Report, as a single number, how many lines of the records contain the word "paths".

● **Dataset content**:
↓↓↓

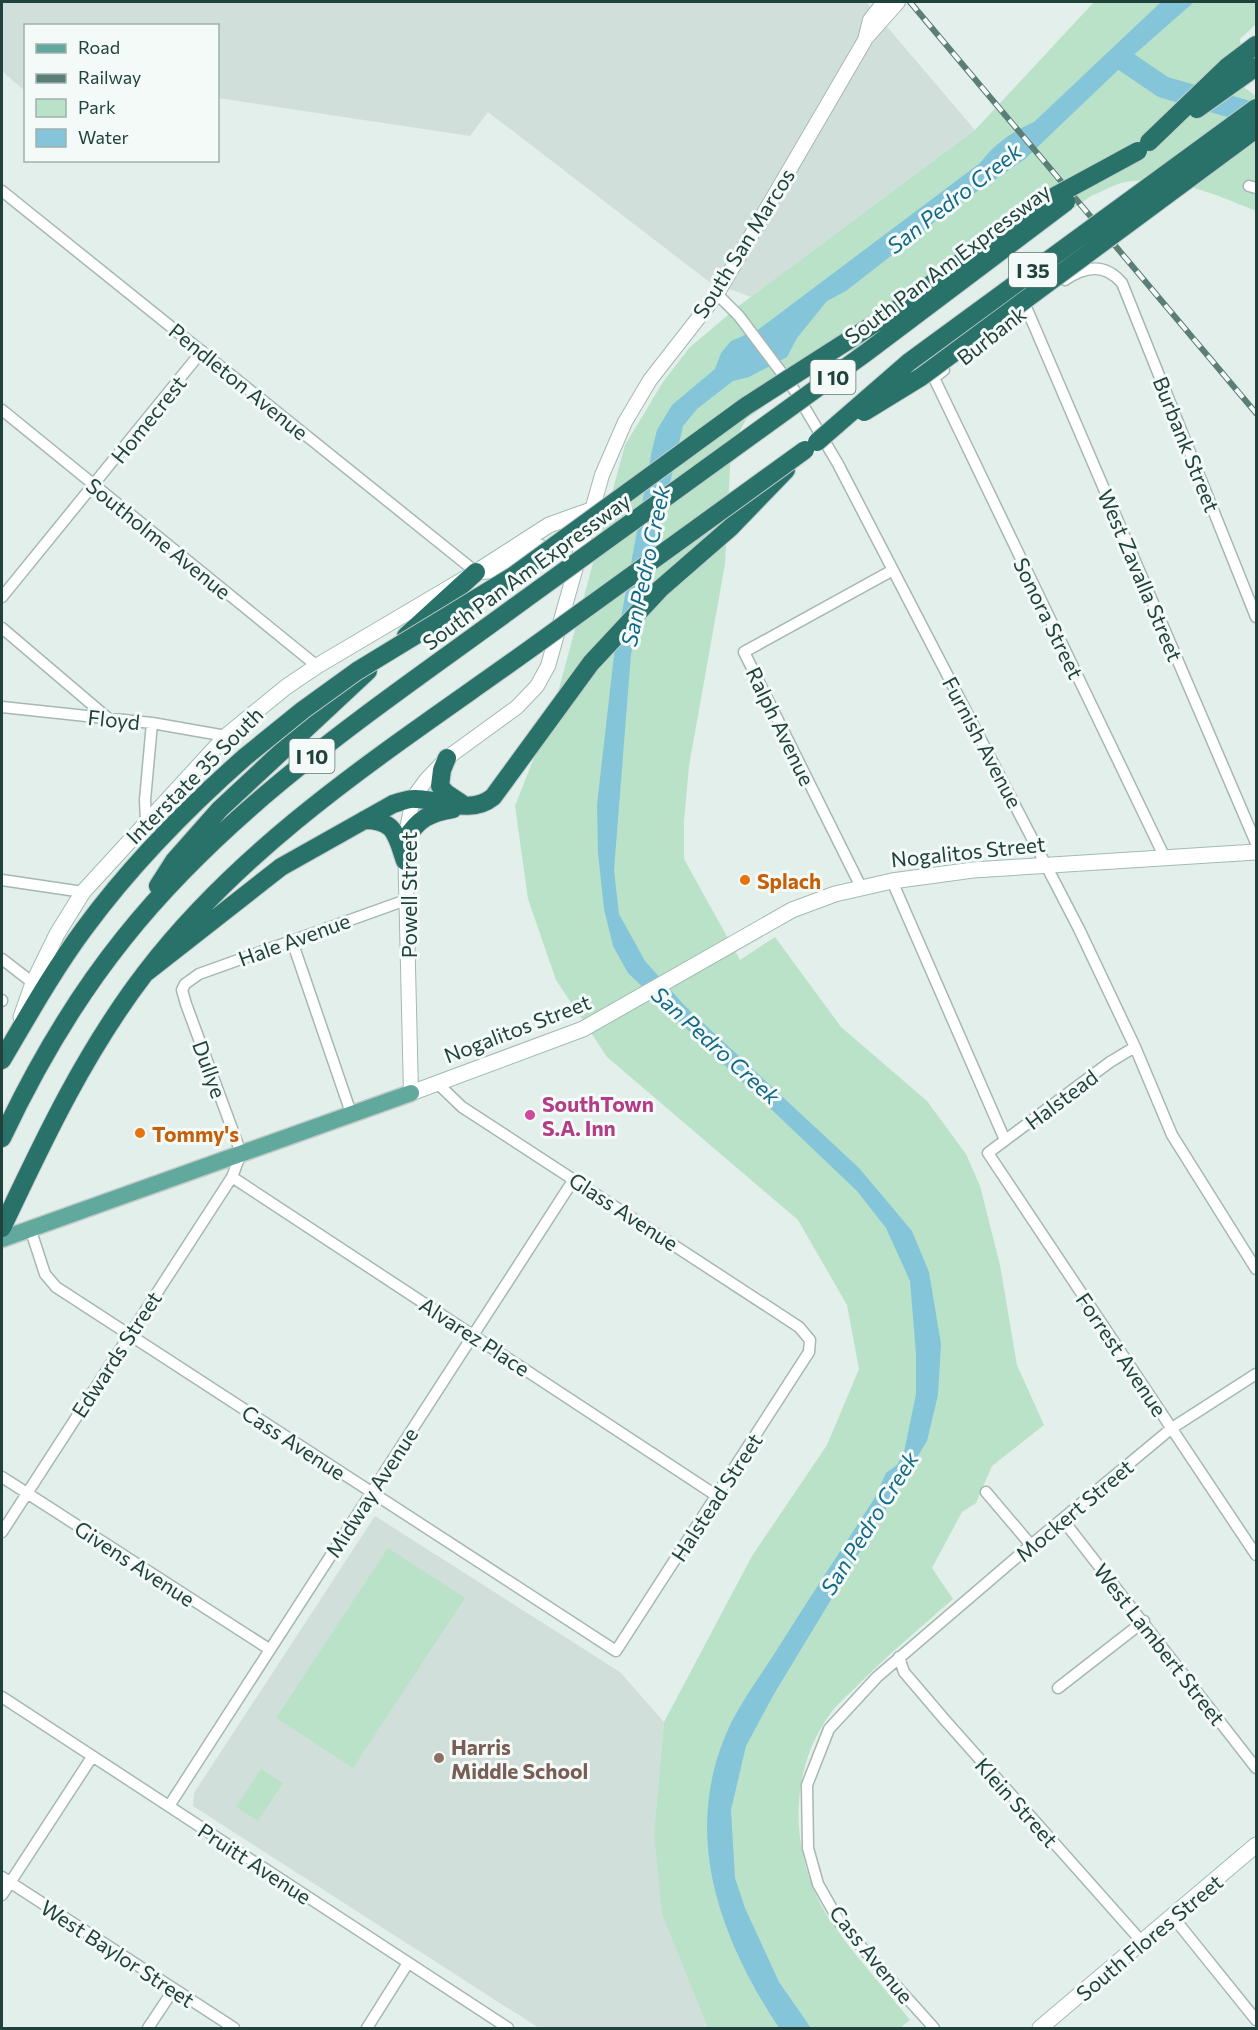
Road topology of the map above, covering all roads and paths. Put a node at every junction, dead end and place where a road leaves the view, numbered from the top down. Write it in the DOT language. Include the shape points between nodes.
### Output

↑↑↑
↓↓↓

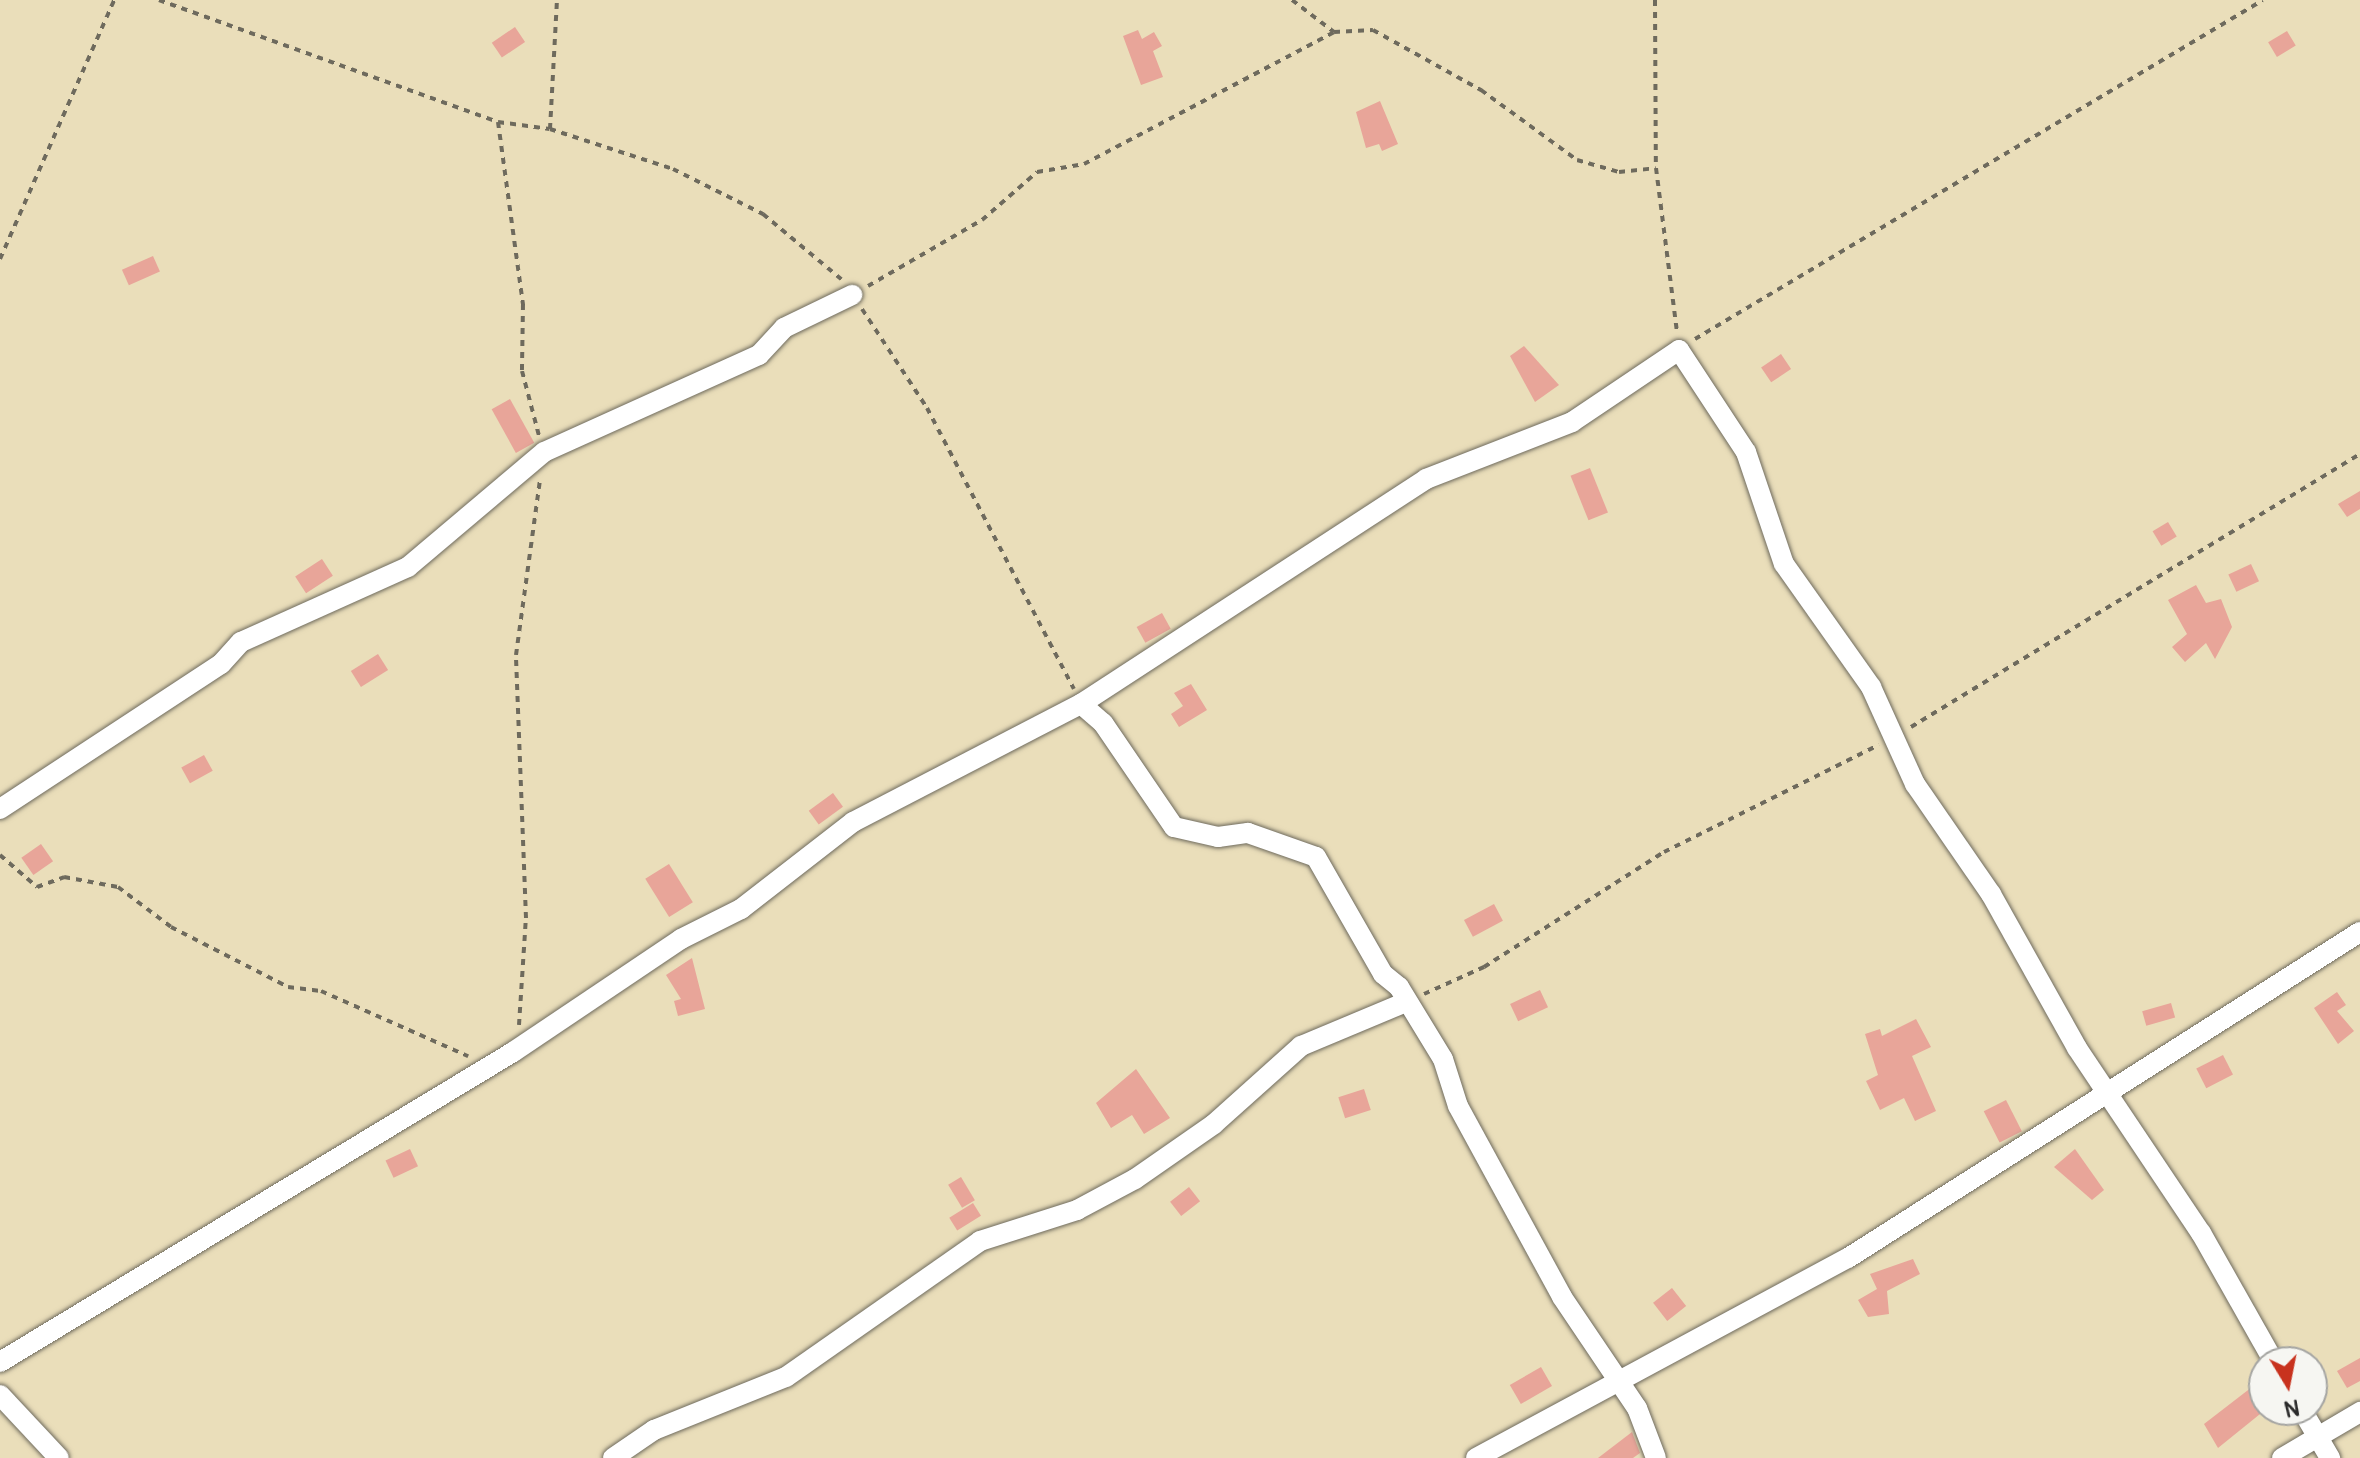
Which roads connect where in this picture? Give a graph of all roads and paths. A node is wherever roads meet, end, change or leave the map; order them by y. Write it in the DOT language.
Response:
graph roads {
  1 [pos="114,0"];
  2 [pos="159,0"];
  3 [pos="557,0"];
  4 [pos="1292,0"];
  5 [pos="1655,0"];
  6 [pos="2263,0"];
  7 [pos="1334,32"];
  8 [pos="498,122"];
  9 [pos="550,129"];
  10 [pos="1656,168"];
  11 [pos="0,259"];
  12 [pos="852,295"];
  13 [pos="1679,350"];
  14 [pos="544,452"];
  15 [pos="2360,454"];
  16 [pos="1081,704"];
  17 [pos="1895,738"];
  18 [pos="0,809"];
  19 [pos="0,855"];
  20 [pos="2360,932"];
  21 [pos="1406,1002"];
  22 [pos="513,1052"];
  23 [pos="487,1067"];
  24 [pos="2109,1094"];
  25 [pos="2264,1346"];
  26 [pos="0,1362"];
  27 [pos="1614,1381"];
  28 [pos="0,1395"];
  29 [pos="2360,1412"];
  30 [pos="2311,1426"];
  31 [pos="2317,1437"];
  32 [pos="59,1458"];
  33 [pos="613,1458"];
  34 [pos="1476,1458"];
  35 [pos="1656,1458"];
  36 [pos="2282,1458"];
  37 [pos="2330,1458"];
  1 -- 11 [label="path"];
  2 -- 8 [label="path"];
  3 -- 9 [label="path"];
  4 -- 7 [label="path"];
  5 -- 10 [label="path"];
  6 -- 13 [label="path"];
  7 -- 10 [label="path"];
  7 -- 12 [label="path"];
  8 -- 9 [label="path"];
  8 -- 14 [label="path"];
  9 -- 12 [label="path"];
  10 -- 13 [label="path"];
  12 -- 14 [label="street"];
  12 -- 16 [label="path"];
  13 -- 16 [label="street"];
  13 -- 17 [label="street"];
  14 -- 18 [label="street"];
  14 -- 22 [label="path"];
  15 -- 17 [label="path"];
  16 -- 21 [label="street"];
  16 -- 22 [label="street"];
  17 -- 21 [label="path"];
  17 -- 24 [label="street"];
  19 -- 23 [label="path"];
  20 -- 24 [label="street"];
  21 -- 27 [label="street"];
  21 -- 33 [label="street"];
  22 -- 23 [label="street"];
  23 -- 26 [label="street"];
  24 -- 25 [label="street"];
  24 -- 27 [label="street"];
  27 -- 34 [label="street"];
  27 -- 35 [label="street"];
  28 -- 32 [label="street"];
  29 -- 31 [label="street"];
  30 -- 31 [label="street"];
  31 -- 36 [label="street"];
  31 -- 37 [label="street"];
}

↑↑↑

● **Written answer**: 2